Вэй не сомневается и не возражает. Он поклялся Челику, что будет подчиняться их государю, когда тот потребует его к себе.

Мимо них плывёт редколесье с верхушками, острыми как пики и насаженным на них солнцем. Южная трава гораздо ярче и зеленее, чем на Севере, и блестит от росы. Её капли переливаются, сверкают как алмазы, но, стоит копытам втоптать их в землю, как они обращаются в воду, насыщающую почву.

— Корвус — любимый конь моего сына, — Адем посмеивается себе под нос. — Он от него без ума. Готов весь день на нём кататься, позабыв про еду и сон.

— Тогда почему конь участвует в войнах? Ваш сын будет горевать, если он погибнет.

— Чтобы не стать декоративным пони или бесполезной кобылой! — резко отвечает султан, глядя на юношу с мягким упрёком. — Называй моего сына только "Шехзаде", как зовёшь меня своим повелителем. С уважения всегда начинается воспитание, чего не скажешь об образованности. Ты умеешь читать и писать?

— Да, повелитель.

— Что написано на твоём седле?

Солдат опускает голову, проводя пальцами по стёртой коже с продолговатыми завитками букв, вдавленных тупой иглой.

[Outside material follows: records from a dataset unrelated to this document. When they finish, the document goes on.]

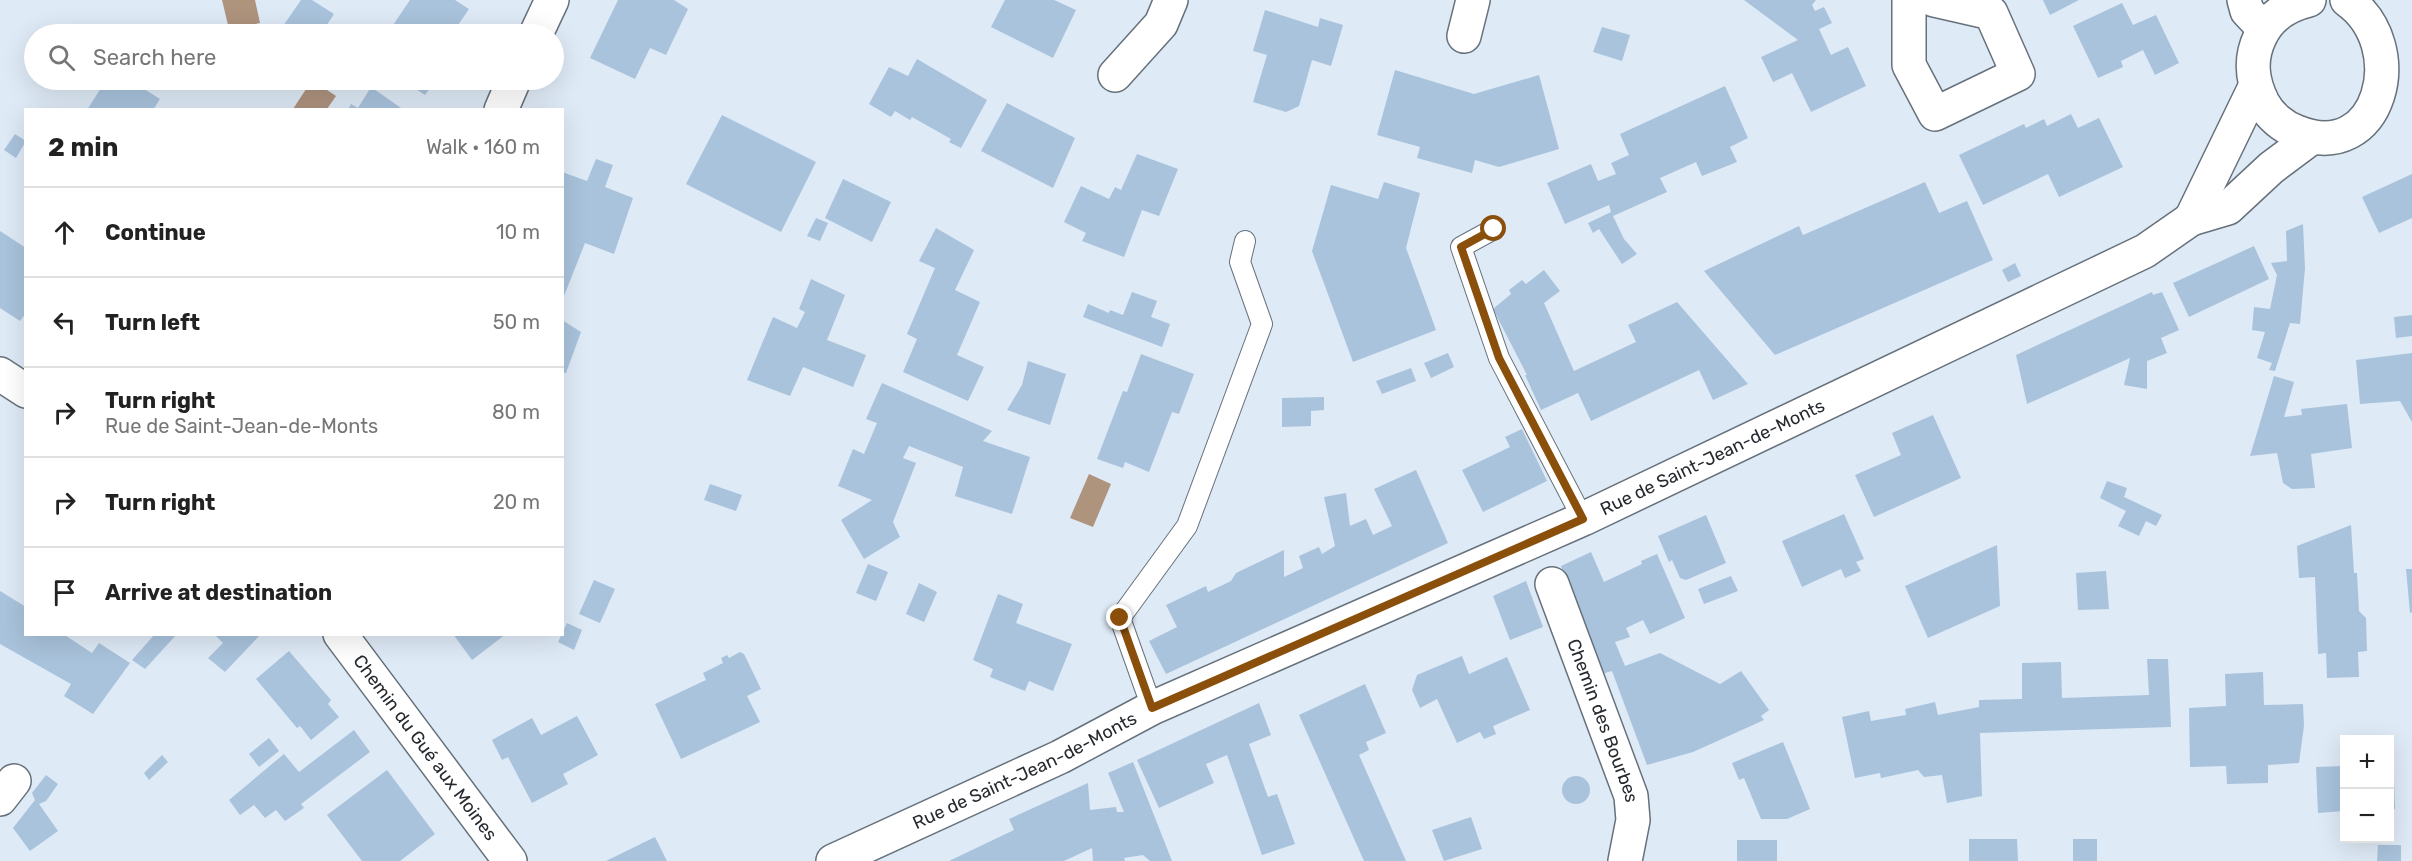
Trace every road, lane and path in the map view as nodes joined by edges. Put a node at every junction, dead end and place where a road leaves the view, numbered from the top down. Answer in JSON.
{"nodes":[{"id":1,"x":552,"y":0,"type":"edge"},
{"id":2,"x":1171,"y":0,"type":"edge"},
{"id":3,"x":1473,"y":0,"type":"edge"},
{"id":4,"x":1909,"y":0,"type":"edge"},
{"id":5,"x":1934,"y":0,"type":"edge"},
{"id":6,"x":2244,"y":0,"type":"edge"},
{"id":7,"x":2309,"y":0,"type":"edge"},
{"id":8,"x":2347,"y":0,"type":"edge"},
{"id":9,"x":541,"y":24,"type":"edge"},
{"id":10,"x":2264,"y":29,"type":"junction"},
{"id":11,"x":1464,"y":36,"type":"dead end"},
{"id":12,"x":1115,"y":75,"type":"dead end"},
{"id":13,"x":2255,"y":87,"type":"junction"},
{"id":14,"x":510,"y":90,"type":"edge"},
{"id":15,"x":2400,"y":95,"type":"edge"},
{"id":16,"x":502,"y":108,"type":"edge"},
{"id":17,"x":2311,"y":138,"type":"junction"},
{"id":18,"x":2191,"y":219,"type":"junction"},
{"id":19,"x":1494,"y":229,"type":"dead end"},
{"id":20,"x":1245,"y":241,"type":"dead end"},
{"id":21,"x":0,"y":374,"type":"edge"},
{"id":22,"x":24,"y":390,"type":"edge"},
{"id":23,"x":1583,"y":519,"type":"junction"},
{"id":24,"x":1552,"y":584,"type":"dead end"},
{"id":25,"x":341,"y":636,"type":"edge"},
{"id":26,"x":1152,"y":708,"type":"junction"},
{"id":27,"x":510,"y":861,"type":"edge"},
{"id":28,"x":834,"y":861,"type":"edge"},
{"id":29,"x":1625,"y":861,"type":"edge"}],
"edges":[{"from":1,"to":9,"type":"main road"},
{"from":2,"to":12,"type":"main road"},
{"from":3,"to":11,"type":"main road"},
{"from":4,"to":5,"type":"main road"},
{"from":6,"to":10,"type":"main road"},
{"from":7,"to":10,"type":"main road","name":"Rue de Saint-Jean-de-Monts"},
{"from":8,"to":15,"type":"main road","name":"Rue de Saint-Jean-de-Monts"},
{"from":10,"to":13,"type":"main road","name":"Rue de Saint-Jean-de-Monts"},
{"from":13,"to":17,"type":"main road","name":"Rue de Saint-Jean-de-Monts"},
{"from":13,"to":18,"type":"main road","name":"Rue de Saint-Jean-de-Monts"},
{"from":14,"to":16,"type":"main road"},
{"from":15,"to":17,"type":"main road","name":"Rue de Saint-Jean-de-Monts"},
{"from":17,"to":18,"type":"main road","name":"Rue de Saint-Jean-de-Monts"},
{"from":18,"to":23,"type":"main road","name":"Rue de Saint-Jean-de-Monts"},
{"from":19,"to":23,"type":"lane"},
{"from":20,"to":26,"type":"lane"},
{"from":21,"to":22,"type":"main road"},
{"from":23,"to":26,"type":"main road","name":"Rue de Saint-Jean-de-Monts"},
{"from":24,"to":29,"type":"main road","name":"Chemin des Bourbes"},
{"from":25,"to":27,"type":"main road","name":"Chemin du Gué aux Moines"},
{"from":26,"to":28,"type":"main road","name":"Rue de Saint-Jean-de-Monts"}]}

— Терпи, душа, пока сердце плачет, — твёрдо произносит Вэй, смолчав о том, что на седле Челика была та же надпись.

— Похвально, Илхами. Вся моя библиотека будет доступна тебе в любое время суток.

— Ваша, повелитель?

Адем терпеливо кивает, в тайне радуясь удивлению, появившемуся на лице дикаря.

— Отныне ты под моим присмотром. К сожалению, я не всегда смогу быть поблизости, потому моими глазами станет Назар-бей. Как один из лучших генералов, он прекрасно справится с твоим обучением, а в моём дворце найдётся место для вас обоих.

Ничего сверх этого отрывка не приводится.